Jan Bautz zeigte sich überrascht, „mit welcher Vehemenz das Projekt plötzlich torpediert wird“. Er sah OB Diana Stöcker und den Kreis von ihren anfänglich zustimmenden Haltungen wieder zurückrudern. Aber auch er sah eine funktionierende Feinerschließung durch Busse als unerlässlich an.

Nachdrücklich appellierten Linn Fischer und Bernhard Scharf dafür, das Geld in die Hand zu nehmen, um überhaupt eine fundierte Faktengrundlage zu schaffen. Die von den Gegnern zahlreich vorgebrachten Argumente gegen das Projekt, von möglichen Lärmschutzwänden mitten durch Orte bis hin zu großen Erschütterungen, basierten lediglich auf Befürchtungen und Mutmaßungen und eben nicht auf Fakten.

Vorplanungen würden Fakten liefern

Diese würden erst die Vorplanungen schaffen, sagte Scharf. Wenn man zu solch einem frühen Zeitpunkt aus dem Projekt auszusteigen, vergebe man eine nicht wiederkehrende Chance, ergänzte Linn Fischer, die registrierte, dass viele Räte auf einem „schmalen Grad zwischen Zustimmung und Ablehnung“ wandelten.
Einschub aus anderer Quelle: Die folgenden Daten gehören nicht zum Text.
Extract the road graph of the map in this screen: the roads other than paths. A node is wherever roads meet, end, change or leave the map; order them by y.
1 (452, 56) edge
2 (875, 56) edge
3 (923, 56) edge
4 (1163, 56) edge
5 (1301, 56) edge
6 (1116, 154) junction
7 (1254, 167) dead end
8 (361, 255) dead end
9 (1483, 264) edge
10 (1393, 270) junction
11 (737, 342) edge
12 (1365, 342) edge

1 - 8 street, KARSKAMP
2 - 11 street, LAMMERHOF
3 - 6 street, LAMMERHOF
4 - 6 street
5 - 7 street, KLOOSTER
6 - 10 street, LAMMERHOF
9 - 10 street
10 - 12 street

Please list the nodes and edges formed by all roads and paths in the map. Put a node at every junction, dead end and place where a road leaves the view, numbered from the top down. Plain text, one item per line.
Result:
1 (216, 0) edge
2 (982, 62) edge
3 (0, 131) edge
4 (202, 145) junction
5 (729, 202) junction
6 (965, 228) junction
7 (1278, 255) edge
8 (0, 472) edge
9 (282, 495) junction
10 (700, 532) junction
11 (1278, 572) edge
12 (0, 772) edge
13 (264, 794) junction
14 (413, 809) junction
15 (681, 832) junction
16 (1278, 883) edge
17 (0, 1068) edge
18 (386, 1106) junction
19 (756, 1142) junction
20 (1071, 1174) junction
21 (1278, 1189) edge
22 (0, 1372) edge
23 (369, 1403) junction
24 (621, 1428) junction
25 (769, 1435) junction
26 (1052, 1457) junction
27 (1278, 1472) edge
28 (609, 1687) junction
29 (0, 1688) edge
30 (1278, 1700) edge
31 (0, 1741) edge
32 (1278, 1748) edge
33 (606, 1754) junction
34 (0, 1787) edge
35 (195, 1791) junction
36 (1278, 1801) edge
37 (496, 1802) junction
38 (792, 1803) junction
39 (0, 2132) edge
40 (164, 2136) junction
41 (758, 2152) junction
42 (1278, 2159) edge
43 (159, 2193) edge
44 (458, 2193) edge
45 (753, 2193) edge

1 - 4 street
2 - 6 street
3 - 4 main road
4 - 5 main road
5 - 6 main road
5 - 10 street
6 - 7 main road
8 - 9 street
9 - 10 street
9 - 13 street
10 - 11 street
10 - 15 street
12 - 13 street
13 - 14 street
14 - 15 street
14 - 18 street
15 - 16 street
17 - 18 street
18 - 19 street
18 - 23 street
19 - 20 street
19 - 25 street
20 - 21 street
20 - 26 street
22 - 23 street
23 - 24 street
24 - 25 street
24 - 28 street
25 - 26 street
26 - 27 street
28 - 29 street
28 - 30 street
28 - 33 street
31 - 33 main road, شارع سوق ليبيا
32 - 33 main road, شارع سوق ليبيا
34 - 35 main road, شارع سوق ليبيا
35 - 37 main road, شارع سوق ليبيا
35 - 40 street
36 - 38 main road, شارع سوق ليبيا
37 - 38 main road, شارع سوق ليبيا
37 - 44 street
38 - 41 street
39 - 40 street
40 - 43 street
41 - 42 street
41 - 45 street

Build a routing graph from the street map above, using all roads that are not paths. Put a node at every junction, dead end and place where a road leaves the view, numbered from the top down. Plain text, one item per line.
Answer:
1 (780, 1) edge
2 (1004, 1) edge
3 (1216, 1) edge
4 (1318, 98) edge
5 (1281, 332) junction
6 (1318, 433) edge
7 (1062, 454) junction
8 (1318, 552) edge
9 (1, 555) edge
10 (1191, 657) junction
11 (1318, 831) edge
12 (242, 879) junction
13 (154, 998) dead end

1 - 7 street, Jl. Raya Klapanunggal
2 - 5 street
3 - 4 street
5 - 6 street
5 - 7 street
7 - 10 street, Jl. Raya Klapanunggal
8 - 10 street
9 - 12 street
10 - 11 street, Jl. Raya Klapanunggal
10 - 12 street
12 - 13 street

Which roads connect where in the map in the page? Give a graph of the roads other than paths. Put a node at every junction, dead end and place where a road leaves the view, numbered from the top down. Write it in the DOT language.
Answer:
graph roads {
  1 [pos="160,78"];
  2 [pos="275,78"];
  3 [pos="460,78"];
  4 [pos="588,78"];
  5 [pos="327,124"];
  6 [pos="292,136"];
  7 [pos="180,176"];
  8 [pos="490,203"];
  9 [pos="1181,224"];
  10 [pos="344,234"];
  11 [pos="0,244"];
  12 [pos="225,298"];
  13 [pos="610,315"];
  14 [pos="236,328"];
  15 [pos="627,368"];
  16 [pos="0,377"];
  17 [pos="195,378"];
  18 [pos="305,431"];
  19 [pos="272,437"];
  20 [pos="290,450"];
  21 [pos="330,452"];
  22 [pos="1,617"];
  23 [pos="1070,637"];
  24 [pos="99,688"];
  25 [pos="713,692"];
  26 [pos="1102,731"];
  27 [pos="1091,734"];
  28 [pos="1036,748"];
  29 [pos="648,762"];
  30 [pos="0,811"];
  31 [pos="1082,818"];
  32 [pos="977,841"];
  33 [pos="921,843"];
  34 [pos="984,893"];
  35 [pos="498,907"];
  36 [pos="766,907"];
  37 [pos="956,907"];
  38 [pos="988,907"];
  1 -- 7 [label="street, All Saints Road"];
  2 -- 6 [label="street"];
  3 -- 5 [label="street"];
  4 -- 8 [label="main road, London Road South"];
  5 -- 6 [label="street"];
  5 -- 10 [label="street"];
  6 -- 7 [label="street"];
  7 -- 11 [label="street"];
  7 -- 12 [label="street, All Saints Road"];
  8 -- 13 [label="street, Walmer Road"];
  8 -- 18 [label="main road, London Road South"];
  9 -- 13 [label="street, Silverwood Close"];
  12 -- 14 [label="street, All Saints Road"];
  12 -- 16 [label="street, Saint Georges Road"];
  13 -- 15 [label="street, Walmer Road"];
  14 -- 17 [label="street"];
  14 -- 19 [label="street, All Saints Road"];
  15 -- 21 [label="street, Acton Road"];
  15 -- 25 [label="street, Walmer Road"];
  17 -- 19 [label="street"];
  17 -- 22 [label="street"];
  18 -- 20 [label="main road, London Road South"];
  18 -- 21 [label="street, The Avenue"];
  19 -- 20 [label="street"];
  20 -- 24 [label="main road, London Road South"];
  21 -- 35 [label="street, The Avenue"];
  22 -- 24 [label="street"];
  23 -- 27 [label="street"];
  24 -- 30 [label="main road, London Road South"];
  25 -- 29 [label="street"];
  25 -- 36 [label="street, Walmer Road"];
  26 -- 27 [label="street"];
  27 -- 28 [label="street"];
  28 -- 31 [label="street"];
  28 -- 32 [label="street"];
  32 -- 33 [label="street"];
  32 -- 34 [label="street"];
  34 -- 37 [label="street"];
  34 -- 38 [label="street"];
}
In der Tat bekannten Axel Schiffmann, Eugen Katzenstein und Heidi Jakob-Frey, zu Beginn ein großes Faible für die S-Bahn-Idee gehabt zu haben und dem Projekt nun ambivalent gegenüberzustehen.

Räter kritisieren Ultimatum

Sie kritisierten, dass den Anliegerkommunen der 31. Dezember als Ultimatum gesetzt wurde, bis zu dem eine verbindliche Äußerung vorliegen müsse. Angesichts dieses Zeitdruckes und der prekären Haushaltslage der Stadt konnte sich die Mehrheit schließlich nicht dazu durchringen, dem Gemeinderat eine Mitfinanzierung in der geforderten Größenordnung zu empfehlen.